В начале ноября 1945 года центральная советская печать поместила выдержки из речи У.
Черчилля, где он весьма лестно отзывался о вкладе СССР в разгром общего врага и давал высокую оценку Сталину на посту Верховного Главнокомандующего в годы войны.
Казалось, это не могло не понравиться вождю.
Однако вышло иначе.
10 ноября Сталин направляет «четверке» телеграмму, в которой подвергает критике ее действия.
«Считаю ошибкой опубликование речи Черчилля с восхвалениями России и Сталина.
Восхваление это нужно Черчиллю, чтобы успокоить свою нечистую совесть и замаскировать свое враждебное отношение к СССР… Опубликованием таких речей мы помогаем этим господам.
У нас имеется теперь немало ответственных работников, которые приходят в телячий восторг от похвал со стороны Черчиллей, Трумэнов, Бирнсов и, наоборот, впадают в уныние от неблагоприятных отзывов со стороны этих господ.

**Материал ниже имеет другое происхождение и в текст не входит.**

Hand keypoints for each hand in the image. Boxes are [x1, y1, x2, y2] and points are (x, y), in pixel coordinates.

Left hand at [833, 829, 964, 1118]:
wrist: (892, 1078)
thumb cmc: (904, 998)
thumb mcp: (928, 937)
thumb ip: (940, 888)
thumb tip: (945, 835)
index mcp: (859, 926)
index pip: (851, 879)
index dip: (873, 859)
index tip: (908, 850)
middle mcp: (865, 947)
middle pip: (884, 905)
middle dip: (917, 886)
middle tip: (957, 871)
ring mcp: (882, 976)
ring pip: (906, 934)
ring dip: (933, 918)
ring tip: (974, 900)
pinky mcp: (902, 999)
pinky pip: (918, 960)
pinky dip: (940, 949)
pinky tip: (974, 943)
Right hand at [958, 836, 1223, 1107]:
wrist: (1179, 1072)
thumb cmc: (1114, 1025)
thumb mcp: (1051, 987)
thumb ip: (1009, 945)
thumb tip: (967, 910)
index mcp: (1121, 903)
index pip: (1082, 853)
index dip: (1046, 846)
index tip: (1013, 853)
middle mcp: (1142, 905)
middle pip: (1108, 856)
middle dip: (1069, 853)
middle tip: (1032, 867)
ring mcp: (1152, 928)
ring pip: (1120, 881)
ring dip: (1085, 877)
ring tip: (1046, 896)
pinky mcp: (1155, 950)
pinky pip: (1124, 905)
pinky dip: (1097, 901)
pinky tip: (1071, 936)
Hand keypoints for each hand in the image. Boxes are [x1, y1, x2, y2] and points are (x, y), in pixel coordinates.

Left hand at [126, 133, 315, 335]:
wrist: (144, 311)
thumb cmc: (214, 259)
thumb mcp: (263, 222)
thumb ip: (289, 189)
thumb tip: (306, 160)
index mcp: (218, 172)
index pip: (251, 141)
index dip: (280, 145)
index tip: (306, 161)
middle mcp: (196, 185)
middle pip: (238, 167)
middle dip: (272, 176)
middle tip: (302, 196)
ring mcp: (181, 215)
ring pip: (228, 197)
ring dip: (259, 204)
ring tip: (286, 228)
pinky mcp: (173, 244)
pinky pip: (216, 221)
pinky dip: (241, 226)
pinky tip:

Такие настроения я считаю опасными, так как они развивают у нас угодничество перед иностранными фигурами.
С угодничеством перед иностранцами нужно вести жестокую борьбу… Советские лидеры не нуждаются в похвалах со стороны иностранных лидеров.
Что касается меня лично, то такие похвалы только коробят меня».[341] Судя по тональности телеграммы, она еще не предвещала грозы.
Правда, за неназванными «ответственными работниками» отчетливо просматривалась фигура наркоминдела Молотова.
Сталин лишь предупреждал о том, что даже в таких мелочах следует советоваться лично с ним.
Это понял Молотов, направивший Сталину следующий ответ: «Опубликование сокращенной речи Черчилля было разрешено мною.
Считаю это ошибкой… Во всяком случае, ее нельзя было публиковать без твоего согласия».[342] Однако ситуация не разрядилась, а, наоборот, продолжала осложняться.
К этому времени Молотов совершил еще одну ошибку (возможно по «подсказке» товарищей по «четверке»).
На приеме в НКИДе по случаю годовщины Октябрьской революции он внезапно дал согласие западным корреспондентам на снятие цензурных ограничений на отправляемые ими из Москвы корреспонденции (раньше это было невозможно сделать без визы отдела печати НКИД).
Правда, он сказал им при этом об ожидаемой «взаимности» в этом вопросе со стороны западных стран.
Удивление вызывает другое.
Еще 1 ноября Молотов в присущей ему жесткой форме отреагировал на коллективный протест, подписанный западными корреспондентами в Москве.